Saved data entries

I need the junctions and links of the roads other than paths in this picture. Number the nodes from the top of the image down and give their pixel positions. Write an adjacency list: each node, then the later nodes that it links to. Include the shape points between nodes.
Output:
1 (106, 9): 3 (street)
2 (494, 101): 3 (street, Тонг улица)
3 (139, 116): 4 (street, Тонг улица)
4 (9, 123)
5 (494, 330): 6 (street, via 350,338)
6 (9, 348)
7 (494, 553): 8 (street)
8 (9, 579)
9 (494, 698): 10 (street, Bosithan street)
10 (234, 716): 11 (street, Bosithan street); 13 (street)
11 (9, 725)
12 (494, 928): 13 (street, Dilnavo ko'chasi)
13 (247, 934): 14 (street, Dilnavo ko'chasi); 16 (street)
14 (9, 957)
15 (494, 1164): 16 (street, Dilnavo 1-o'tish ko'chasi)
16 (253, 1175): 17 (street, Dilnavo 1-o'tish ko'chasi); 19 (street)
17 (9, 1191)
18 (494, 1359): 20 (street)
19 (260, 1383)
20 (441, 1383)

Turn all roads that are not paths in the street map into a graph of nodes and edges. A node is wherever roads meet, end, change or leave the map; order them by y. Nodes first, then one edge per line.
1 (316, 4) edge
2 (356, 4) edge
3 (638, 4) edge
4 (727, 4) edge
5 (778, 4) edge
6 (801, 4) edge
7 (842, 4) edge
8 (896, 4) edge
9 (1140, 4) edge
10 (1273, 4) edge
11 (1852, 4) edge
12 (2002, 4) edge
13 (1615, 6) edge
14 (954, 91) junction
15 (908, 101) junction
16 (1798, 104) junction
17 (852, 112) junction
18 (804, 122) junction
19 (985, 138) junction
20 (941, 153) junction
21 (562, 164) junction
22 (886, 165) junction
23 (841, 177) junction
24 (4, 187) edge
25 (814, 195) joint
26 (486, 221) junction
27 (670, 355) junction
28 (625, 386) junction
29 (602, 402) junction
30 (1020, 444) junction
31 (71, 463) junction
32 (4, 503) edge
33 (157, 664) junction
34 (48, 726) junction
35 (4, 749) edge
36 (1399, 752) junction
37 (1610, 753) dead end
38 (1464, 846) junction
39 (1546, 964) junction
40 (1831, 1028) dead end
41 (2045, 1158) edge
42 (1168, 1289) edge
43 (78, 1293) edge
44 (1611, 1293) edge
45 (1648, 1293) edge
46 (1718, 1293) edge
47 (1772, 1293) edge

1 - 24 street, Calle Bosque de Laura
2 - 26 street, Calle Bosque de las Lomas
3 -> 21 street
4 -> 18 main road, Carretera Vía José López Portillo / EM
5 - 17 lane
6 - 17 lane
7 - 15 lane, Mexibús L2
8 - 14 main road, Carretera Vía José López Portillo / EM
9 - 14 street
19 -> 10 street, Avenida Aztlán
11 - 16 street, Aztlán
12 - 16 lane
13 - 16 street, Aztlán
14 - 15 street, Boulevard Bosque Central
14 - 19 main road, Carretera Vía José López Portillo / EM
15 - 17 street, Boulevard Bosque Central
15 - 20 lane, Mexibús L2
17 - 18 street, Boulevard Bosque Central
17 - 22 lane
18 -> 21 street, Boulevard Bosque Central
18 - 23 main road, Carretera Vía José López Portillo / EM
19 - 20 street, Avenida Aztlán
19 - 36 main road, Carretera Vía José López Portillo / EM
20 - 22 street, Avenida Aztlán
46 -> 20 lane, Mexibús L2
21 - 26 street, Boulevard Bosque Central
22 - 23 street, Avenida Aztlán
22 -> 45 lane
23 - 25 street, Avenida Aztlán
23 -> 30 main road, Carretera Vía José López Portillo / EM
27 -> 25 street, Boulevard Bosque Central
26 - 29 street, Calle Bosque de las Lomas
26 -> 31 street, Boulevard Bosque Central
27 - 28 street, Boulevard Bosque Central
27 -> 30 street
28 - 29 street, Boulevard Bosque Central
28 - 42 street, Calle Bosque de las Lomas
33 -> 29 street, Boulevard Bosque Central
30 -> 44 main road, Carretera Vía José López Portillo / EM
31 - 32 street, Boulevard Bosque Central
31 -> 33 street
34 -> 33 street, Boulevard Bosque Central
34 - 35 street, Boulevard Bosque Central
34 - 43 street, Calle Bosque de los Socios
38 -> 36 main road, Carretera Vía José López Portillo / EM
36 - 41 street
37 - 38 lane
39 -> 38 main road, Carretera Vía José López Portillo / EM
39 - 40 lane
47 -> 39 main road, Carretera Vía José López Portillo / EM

EXERCISE DESCRIPTION: Word for word, extract all the records.

ANSWER:
I need the junctions and links of the roads other than paths in this picture. Number the nodes from the top of the image down and give their pixel positions. Write an adjacency list: each node, then the later nodes that it links to. Include the shape points between nodes.
Output:
1 (106, 9): 3 (street)
2 (494, 101): 3 (street, Тонг улица)
3 (139, 116): 4 (street, Тонг улица)
4 (9, 123)
5 (494, 330): 6 (street, via 350,338)
6 (9, 348)
7 (494, 553): 8 (street)
8 (9, 579)
9 (494, 698): 10 (street, Bosithan street)
10 (234, 716): 11 (street, Bosithan street); 13 (street)
11 (9, 725)
12 (494, 928): 13 (street, Dilnavo ko'chasi)
13 (247, 934): 14 (street, Dilnavo ko'chasi); 16 (street)
14 (9, 957)
15 (494, 1164): 16 (street, Dilnavo 1-o'tish ko'chasi)
16 (253, 1175): 17 (street, Dilnavo 1-o'tish ko'chasi); 19 (street)
17 (9, 1191)
18 (494, 1359): 20 (street)
19 (260, 1383)
20 (441, 1383)

Turn all roads that are not paths in the street map into a graph of nodes and edges. A node is wherever roads meet, end, change or leave the map; order them by y. Nodes first, then one edge per line.
1 (316, 4) edge
2 (356, 4) edge
3 (638, 4) edge
4 (727, 4) edge
5 (778, 4) edge
6 (801, 4) edge
7 (842, 4) edge
8 (896, 4) edge
9 (1140, 4) edge
10 (1273, 4) edge
11 (1852, 4) edge
12 (2002, 4) edge
13 (1615, 6) edge
14 (954, 91) junction
15 (908, 101) junction
16 (1798, 104) junction
17 (852, 112) junction
18 (804, 122) junction
19 (985, 138) junction
20 (941, 153) junction
21 (562, 164) junction
22 (886, 165) junction
23 (841, 177) junction
24 (4, 187) edge
25 (814, 195) joint
26 (486, 221) junction
27 (670, 355) junction
28 (625, 386) junction
29 (602, 402) junction
30 (1020, 444) junction
31 (71, 463) junction
32 (4, 503) edge
33 (157, 664) junction
34 (48, 726) junction
35 (4, 749) edge
36 (1399, 752) junction
37 (1610, 753) dead end
38 (1464, 846) junction
39 (1546, 964) junction
40 (1831, 1028) dead end
41 (2045, 1158) edge
42 (1168, 1289) edge
43 (78, 1293) edge
44 (1611, 1293) edge
45 (1648, 1293) edge
46 (1718, 1293) edge
47 (1772, 1293) edge

1 - 24 street, Calle Bosque de Laura
2 - 26 street, Calle Bosque de las Lomas
3 -> 21 street
4 -> 18 main road, Carretera Vía José López Portillo / EM
5 - 17 lane
6 - 17 lane
7 - 15 lane, Mexibús L2
8 - 14 main road, Carretera Vía José López Portillo / EM
9 - 14 street
19 -> 10 street, Avenida Aztlán
11 - 16 street, Aztlán
12 - 16 lane
13 - 16 street, Aztlán
14 - 15 street, Boulevard Bosque Central
14 - 19 main road, Carretera Vía José López Portillo / EM
15 - 17 street, Boulevard Bosque Central
15 - 20 lane, Mexibús L2
17 - 18 street, Boulevard Bosque Central
17 - 22 lane
18 -> 21 street, Boulevard Bosque Central
18 - 23 main road, Carretera Vía José López Portillo / EM
19 - 20 street, Avenida Aztlán
19 - 36 main road, Carretera Vía José López Portillo / EM
20 - 22 street, Avenida Aztlán
46 -> 20 lane, Mexibús L2
21 - 26 street, Boulevard Bosque Central
22 - 23 street, Avenida Aztlán
22 -> 45 lane
23 - 25 street, Avenida Aztlán
23 -> 30 main road, Carretera Vía José López Portillo / EM
27 -> 25 street, Boulevard Bosque Central
26 - 29 street, Calle Bosque de las Lomas
26 -> 31 street, Boulevard Bosque Central
27 - 28 street, Boulevard Bosque Central
27 -> 30 street
28 - 29 street, Boulevard Bosque Central
28 - 42 street, Calle Bosque de las Lomas
33 -> 29 street, Boulevard Bosque Central
30 -> 44 main road, Carretera Vía José López Portillo / EM
31 - 32 street, Boulevard Bosque Central
31 -> 33 street
34 -> 33 street, Boulevard Bosque Central
34 - 35 street, Boulevard Bosque Central
34 - 43 street, Calle Bosque de los Socios
38 -> 36 main road, Carretera Vía José López Portillo / EM
36 - 41 street
37 - 38 lane
39 -> 38 main road, Carretera Vía José López Portillo / EM
39 - 40 lane
47 -> 39 main road, Carretera Vía José López Portillo / EM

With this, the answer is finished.